TASK OBJECTIVE –
Reproduce each entry exactly, so that everything except the pictures is carried over.

THE RECORDS –
= = = =

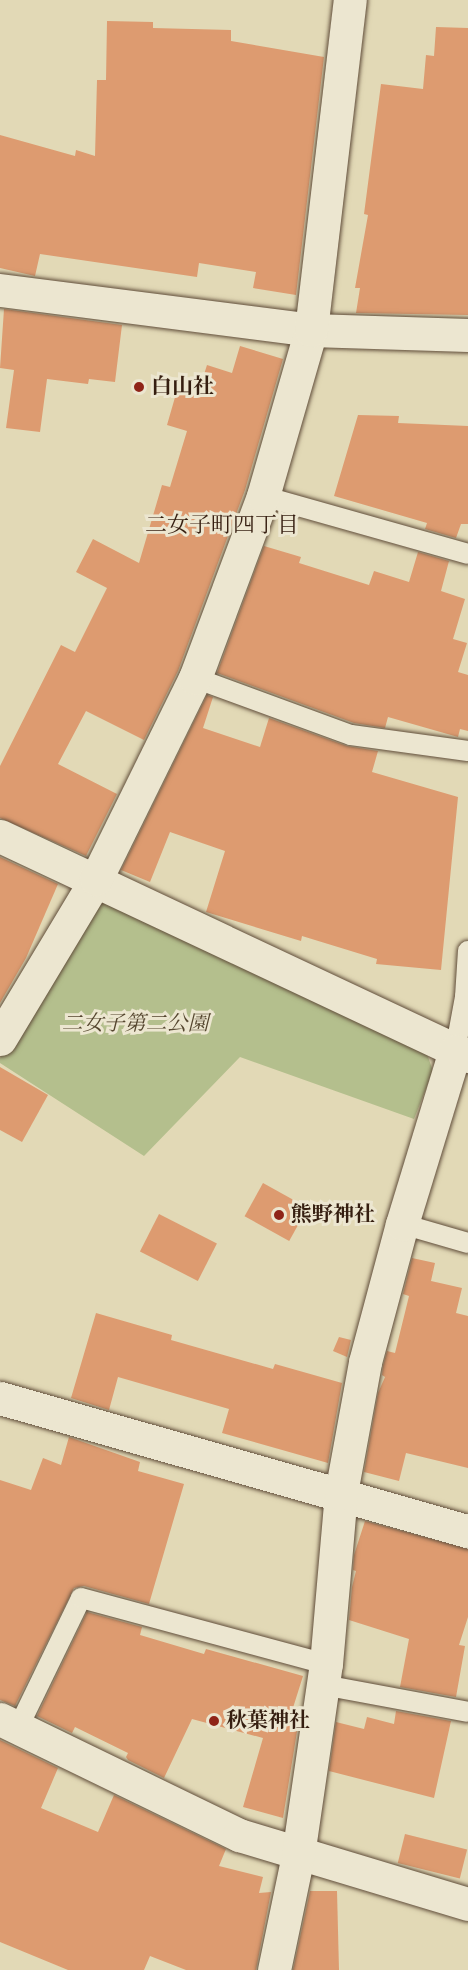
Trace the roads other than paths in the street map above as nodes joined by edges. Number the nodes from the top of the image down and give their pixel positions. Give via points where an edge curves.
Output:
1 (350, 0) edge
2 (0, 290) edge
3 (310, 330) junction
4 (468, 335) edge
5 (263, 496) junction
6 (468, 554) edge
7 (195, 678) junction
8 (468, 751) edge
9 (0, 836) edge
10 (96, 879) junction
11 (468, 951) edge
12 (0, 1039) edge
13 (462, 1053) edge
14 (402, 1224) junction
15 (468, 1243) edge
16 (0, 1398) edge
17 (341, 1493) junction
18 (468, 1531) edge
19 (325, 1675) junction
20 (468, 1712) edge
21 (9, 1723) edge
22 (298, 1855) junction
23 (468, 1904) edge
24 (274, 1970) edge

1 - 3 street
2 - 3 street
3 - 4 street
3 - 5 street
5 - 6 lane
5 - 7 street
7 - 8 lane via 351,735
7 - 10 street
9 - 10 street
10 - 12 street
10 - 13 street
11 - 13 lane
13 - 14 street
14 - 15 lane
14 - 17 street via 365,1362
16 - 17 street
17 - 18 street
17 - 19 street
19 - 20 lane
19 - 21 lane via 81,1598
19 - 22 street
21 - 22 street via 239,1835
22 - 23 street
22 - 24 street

= = = =

REPLY –
Trace the roads other than paths in the street map above as nodes joined by edges. Number the nodes from the top of the image down and give their pixel positions. Give via points where an edge curves.
Output:
1 (350, 0) edge
2 (0, 290) edge
3 (310, 330) junction
4 (468, 335) edge
5 (263, 496) junction
6 (468, 554) edge
7 (195, 678) junction
8 (468, 751) edge
9 (0, 836) edge
10 (96, 879) junction
11 (468, 951) edge
12 (0, 1039) edge
13 (462, 1053) edge
14 (402, 1224) junction
15 (468, 1243) edge
16 (0, 1398) edge
17 (341, 1493) junction
18 (468, 1531) edge
19 (325, 1675) junction
20 (468, 1712) edge
21 (9, 1723) edge
22 (298, 1855) junction
23 (468, 1904) edge
24 (274, 1970) edge

1 - 3 street
2 - 3 street
3 - 4 street
3 - 5 street
5 - 6 lane
5 - 7 street
7 - 8 lane via 351,735
7 - 10 street
9 - 10 street
10 - 12 street
10 - 13 street
11 - 13 lane
13 - 14 street
14 - 15 lane
14 - 17 street via 365,1362
16 - 17 street
17 - 18 street
17 - 19 street
19 - 20 lane
19 - 21 lane via 81,1598
19 - 22 street
21 - 22 street via 239,1835
22 - 23 street
22 - 24 street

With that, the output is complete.